>>

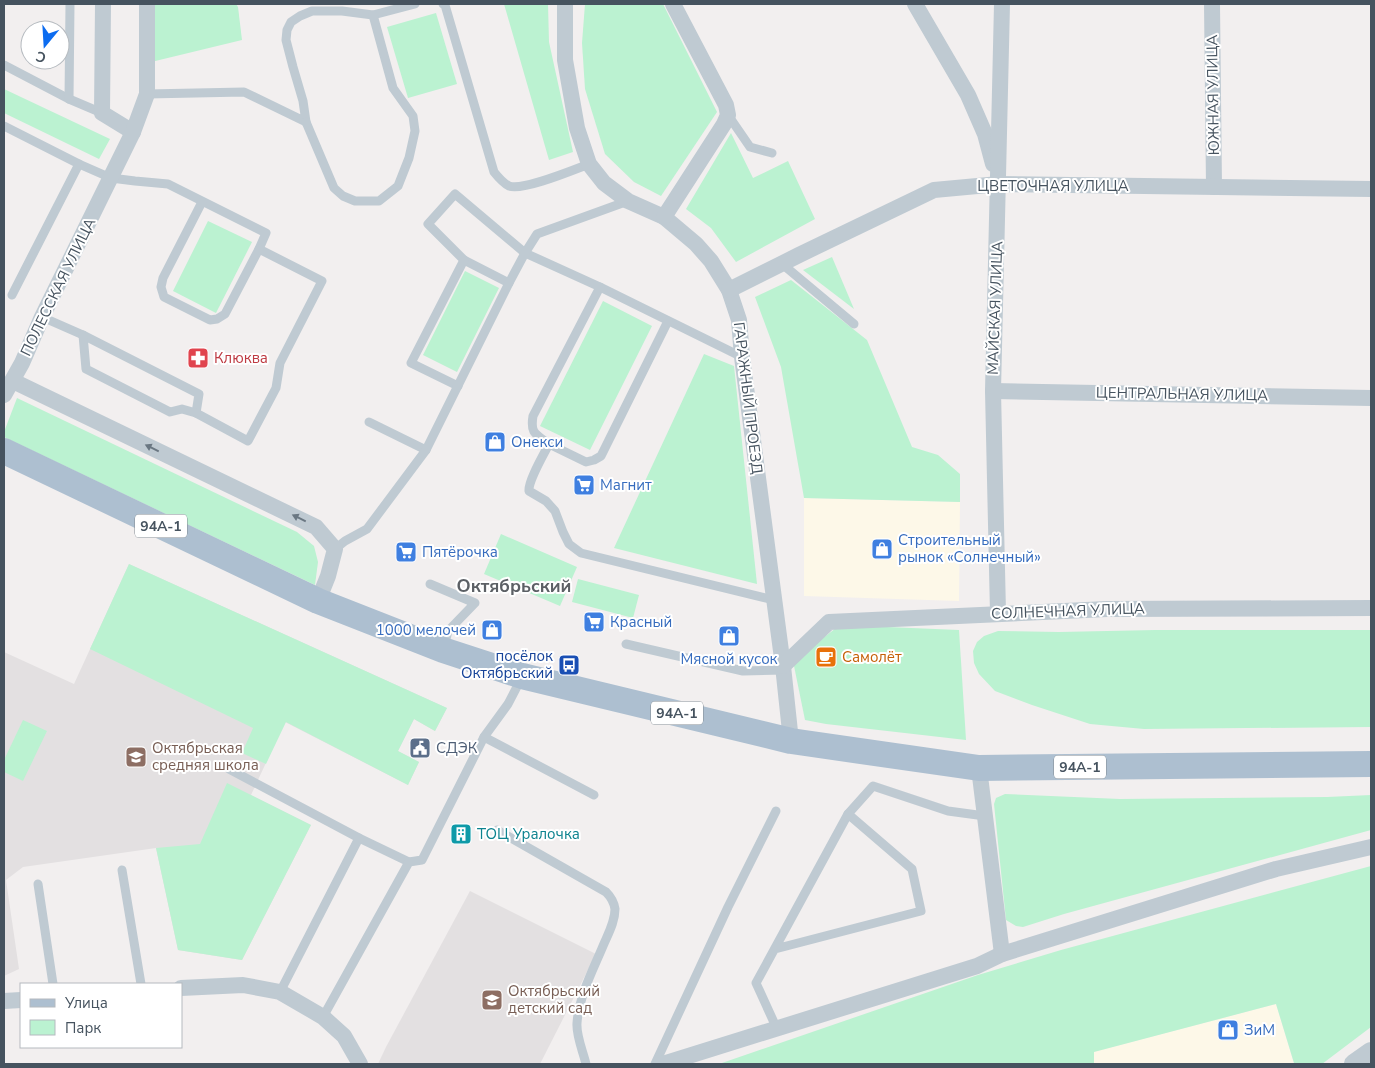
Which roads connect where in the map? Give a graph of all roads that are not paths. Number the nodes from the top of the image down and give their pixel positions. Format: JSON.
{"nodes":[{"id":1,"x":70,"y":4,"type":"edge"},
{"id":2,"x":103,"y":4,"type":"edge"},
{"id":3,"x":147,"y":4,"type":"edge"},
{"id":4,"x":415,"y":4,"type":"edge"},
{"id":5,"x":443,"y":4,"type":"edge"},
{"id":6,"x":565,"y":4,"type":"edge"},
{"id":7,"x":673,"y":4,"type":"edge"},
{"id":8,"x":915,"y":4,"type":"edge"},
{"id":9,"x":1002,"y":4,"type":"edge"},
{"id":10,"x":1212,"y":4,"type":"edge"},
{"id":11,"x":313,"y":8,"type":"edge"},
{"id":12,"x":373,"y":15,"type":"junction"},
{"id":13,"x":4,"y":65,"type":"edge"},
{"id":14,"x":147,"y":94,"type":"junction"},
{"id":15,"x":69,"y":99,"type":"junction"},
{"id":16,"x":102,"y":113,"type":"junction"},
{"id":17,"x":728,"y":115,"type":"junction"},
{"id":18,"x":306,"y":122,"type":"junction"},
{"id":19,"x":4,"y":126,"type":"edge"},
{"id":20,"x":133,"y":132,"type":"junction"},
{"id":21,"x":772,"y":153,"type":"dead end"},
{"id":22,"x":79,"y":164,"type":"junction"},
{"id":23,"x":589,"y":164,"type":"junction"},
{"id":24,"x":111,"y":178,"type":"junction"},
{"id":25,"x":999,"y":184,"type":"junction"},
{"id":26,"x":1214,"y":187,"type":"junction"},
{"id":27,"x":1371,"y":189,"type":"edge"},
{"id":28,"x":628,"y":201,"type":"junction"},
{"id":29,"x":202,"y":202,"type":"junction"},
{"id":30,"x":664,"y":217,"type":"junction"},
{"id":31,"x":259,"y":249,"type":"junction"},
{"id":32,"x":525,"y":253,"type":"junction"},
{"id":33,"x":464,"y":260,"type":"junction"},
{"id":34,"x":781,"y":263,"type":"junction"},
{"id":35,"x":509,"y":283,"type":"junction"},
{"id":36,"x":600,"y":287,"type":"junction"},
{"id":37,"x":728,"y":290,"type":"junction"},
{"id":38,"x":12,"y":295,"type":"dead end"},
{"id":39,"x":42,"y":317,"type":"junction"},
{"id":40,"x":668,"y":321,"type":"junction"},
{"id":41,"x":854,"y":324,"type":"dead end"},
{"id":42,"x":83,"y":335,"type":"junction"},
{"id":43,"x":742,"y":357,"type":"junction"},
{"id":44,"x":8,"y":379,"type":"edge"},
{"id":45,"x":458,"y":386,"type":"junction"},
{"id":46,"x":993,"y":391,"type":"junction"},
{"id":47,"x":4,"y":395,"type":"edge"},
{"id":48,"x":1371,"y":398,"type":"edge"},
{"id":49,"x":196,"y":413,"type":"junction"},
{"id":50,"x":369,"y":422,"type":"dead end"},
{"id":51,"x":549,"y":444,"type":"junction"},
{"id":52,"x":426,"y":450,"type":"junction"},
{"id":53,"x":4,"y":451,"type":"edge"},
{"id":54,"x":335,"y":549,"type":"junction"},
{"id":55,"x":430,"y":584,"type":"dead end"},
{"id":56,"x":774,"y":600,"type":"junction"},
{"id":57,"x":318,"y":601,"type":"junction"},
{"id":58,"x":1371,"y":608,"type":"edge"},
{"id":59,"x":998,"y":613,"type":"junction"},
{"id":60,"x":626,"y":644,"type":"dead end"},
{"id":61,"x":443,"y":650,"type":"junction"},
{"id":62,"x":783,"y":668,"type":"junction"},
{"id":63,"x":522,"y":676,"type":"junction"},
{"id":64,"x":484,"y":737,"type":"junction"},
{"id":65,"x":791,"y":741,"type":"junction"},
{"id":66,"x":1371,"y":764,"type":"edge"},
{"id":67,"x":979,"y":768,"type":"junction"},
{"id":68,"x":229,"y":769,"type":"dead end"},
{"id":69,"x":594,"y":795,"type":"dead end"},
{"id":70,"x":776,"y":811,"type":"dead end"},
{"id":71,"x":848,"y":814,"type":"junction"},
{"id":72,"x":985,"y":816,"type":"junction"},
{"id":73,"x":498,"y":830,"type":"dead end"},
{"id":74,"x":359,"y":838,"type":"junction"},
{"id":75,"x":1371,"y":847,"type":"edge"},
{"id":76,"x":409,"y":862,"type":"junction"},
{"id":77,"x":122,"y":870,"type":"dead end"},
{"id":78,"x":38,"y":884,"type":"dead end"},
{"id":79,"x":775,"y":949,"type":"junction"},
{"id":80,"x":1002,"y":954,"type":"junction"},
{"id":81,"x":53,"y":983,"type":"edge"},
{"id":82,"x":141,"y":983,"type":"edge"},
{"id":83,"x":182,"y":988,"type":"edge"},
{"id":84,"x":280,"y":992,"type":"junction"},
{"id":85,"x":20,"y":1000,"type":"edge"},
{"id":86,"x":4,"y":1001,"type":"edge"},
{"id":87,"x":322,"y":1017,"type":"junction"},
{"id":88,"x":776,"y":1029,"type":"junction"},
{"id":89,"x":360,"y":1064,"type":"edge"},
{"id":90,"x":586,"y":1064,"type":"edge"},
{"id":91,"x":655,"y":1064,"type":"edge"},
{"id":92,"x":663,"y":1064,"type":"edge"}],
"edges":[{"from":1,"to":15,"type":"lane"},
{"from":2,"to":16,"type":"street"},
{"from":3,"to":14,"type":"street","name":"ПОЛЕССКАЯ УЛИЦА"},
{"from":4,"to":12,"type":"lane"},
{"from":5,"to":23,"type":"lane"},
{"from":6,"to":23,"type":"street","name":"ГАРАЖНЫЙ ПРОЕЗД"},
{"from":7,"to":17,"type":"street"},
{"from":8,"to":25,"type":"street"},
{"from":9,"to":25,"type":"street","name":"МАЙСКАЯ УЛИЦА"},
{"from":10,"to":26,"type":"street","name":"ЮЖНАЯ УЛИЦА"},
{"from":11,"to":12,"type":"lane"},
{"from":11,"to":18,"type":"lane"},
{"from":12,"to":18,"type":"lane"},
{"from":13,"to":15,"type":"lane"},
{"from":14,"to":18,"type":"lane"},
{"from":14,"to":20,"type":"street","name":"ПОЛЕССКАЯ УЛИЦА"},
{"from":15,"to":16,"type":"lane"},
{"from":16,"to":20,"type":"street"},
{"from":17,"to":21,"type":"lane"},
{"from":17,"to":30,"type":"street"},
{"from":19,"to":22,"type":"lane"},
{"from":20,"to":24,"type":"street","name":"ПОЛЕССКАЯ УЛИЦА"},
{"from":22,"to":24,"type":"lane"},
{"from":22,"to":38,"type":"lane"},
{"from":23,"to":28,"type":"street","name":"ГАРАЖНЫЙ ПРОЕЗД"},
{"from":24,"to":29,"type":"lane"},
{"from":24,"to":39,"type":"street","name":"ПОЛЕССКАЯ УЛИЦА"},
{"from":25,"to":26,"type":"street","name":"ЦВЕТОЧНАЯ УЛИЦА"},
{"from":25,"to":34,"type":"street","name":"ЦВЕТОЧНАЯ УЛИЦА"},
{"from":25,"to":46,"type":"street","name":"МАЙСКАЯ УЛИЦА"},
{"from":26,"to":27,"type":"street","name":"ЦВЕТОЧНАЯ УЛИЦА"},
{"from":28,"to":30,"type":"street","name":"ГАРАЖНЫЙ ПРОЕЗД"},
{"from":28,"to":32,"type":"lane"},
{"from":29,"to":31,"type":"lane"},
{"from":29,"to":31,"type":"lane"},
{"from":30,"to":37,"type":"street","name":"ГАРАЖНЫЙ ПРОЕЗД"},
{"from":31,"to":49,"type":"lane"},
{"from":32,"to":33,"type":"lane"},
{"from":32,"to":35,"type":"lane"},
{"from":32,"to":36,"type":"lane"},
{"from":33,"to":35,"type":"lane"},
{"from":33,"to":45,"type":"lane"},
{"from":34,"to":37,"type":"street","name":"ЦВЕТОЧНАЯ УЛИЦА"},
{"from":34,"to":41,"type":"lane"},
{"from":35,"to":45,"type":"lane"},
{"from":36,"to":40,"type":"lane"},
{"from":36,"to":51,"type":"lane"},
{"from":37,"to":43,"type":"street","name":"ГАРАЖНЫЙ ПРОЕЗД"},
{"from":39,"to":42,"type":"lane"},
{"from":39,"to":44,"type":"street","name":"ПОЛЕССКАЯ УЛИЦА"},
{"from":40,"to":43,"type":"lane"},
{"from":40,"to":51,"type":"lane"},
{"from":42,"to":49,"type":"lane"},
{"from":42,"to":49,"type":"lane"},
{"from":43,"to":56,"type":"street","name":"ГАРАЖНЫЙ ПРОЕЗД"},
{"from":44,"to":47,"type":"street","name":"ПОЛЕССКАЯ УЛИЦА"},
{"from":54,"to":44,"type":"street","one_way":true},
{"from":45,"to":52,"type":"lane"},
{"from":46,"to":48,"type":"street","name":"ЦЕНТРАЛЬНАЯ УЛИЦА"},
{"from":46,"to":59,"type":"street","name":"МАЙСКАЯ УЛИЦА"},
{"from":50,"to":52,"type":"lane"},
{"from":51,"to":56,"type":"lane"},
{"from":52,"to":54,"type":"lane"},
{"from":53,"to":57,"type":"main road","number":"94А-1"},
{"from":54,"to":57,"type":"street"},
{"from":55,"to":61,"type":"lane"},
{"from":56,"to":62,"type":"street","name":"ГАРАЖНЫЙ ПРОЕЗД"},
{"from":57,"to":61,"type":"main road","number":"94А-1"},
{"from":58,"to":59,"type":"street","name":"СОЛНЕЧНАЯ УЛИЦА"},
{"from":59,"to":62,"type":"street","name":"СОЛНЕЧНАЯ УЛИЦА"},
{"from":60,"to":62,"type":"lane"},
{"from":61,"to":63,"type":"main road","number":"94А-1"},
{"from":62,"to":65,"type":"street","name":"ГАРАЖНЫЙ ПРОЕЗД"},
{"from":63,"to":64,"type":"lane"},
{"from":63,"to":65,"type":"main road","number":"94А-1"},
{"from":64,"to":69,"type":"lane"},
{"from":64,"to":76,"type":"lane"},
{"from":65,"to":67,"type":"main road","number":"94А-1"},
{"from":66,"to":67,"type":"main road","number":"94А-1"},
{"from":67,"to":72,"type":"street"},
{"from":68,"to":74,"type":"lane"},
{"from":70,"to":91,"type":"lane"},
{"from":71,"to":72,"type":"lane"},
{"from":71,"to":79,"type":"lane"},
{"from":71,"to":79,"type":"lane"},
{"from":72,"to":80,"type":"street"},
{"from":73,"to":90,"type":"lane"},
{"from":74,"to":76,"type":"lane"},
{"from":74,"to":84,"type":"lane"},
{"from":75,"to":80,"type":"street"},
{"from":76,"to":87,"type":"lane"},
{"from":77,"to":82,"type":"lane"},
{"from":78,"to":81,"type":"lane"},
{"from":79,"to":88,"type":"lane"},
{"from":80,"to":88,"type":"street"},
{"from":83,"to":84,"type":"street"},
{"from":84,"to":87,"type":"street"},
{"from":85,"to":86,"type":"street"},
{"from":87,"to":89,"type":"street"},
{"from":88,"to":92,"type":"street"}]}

<<

To do: Would you count the lines in the entries that hold "main" and reply with only the count?

Exercise solution: 6